> **Exercise goal**
How many lines in the entries below contain "Hohe"? Answer with the number only.

Stored items:
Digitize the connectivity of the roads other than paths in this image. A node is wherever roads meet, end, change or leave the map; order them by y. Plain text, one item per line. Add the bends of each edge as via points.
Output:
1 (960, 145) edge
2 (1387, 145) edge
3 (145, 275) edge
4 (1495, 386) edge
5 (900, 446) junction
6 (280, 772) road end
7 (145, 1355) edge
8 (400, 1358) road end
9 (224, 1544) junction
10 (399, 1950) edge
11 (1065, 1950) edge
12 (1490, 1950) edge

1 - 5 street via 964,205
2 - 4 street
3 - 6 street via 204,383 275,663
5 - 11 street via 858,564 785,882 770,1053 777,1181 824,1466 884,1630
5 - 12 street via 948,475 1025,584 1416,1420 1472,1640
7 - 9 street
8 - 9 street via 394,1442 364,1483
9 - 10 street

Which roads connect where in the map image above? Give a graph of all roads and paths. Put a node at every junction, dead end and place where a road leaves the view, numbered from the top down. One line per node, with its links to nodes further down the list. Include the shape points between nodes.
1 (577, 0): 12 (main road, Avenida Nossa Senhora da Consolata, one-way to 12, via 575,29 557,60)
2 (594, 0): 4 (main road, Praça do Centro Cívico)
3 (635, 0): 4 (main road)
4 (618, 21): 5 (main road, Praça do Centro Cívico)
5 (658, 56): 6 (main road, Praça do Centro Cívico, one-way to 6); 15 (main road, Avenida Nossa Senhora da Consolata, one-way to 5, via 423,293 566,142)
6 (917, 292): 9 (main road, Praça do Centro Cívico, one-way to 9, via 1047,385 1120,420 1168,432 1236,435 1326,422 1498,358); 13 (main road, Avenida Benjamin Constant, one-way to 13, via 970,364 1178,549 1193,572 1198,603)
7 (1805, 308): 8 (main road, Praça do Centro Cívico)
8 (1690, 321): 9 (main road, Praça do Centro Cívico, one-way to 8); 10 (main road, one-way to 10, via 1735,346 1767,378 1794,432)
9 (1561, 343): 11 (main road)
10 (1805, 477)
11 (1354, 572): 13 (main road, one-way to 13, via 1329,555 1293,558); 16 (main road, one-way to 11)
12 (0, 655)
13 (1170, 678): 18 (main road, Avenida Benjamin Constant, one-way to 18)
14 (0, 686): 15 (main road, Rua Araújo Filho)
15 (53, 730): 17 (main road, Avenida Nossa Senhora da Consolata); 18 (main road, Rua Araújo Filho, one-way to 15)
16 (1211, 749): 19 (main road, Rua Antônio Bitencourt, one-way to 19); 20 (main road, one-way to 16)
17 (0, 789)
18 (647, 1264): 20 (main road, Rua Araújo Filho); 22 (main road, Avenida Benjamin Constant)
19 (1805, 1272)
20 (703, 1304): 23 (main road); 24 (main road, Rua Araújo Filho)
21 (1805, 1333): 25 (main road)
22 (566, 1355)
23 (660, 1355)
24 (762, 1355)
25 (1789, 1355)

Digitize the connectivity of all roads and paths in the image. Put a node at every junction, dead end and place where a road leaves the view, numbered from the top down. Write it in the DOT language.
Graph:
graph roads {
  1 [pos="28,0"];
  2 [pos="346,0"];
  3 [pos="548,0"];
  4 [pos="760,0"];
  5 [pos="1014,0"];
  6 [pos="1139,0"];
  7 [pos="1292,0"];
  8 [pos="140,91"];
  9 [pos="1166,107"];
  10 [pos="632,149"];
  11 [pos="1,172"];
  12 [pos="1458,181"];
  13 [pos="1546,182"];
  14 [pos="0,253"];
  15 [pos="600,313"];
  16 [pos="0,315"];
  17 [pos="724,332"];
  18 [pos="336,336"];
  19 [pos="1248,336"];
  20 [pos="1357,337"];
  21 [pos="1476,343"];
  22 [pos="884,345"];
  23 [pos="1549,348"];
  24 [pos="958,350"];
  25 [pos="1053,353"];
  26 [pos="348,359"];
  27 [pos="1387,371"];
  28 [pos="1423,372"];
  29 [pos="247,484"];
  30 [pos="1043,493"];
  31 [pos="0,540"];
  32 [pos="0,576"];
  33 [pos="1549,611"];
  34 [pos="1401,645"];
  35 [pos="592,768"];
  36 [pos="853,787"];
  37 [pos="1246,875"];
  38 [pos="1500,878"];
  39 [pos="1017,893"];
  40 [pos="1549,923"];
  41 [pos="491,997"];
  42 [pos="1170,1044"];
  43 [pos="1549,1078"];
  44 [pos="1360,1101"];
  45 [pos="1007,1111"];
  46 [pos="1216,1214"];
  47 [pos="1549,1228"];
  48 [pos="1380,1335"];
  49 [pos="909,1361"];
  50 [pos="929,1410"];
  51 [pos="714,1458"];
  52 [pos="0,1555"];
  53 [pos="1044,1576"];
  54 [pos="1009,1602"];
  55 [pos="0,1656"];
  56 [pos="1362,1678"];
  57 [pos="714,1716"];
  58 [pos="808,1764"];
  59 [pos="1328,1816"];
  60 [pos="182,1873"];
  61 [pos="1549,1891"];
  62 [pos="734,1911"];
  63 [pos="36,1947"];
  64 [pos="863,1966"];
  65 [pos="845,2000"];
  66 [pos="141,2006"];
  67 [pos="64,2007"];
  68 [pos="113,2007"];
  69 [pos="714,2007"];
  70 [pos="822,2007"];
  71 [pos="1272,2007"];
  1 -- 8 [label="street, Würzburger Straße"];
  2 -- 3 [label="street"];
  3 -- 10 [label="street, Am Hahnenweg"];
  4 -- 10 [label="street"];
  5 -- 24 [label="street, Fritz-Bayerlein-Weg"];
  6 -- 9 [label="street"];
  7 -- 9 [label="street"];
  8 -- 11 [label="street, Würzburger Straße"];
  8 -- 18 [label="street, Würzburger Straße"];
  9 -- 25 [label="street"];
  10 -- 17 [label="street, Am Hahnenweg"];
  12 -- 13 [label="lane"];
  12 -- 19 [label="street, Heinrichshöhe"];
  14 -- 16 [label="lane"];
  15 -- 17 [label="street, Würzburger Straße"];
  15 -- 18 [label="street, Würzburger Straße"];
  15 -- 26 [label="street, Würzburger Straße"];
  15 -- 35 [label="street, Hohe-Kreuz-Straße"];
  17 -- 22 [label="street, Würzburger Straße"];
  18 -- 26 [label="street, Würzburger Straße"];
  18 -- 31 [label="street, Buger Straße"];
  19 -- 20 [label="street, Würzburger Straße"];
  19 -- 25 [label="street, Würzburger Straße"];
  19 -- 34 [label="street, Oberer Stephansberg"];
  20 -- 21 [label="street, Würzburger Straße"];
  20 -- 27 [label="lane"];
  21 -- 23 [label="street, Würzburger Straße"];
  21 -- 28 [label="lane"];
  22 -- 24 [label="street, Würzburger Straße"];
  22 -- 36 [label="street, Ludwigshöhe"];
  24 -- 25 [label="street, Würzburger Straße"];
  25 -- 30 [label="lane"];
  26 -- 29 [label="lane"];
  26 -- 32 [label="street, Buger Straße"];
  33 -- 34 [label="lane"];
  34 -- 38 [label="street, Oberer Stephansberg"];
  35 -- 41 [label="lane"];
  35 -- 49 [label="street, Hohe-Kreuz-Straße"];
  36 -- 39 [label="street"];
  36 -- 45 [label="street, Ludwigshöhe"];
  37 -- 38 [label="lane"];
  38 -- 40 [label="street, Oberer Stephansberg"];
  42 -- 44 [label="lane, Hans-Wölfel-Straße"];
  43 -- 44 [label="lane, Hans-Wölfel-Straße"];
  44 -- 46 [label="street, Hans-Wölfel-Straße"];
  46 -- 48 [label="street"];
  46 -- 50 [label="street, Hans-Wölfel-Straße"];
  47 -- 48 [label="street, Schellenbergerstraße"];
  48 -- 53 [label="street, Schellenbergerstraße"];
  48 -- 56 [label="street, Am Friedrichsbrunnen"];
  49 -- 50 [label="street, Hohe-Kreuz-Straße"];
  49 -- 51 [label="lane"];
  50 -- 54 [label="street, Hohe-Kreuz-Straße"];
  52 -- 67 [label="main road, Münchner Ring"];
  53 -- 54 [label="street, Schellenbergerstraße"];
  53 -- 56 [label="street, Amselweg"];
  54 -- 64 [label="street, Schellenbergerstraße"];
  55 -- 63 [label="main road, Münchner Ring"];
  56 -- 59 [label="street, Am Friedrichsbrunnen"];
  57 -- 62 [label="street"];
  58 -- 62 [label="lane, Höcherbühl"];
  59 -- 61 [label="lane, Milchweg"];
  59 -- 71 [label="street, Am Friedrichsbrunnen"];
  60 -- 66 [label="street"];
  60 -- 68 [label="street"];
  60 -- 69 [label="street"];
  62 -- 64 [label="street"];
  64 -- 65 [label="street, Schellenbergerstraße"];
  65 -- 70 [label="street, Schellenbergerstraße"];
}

> **Output for this task**
4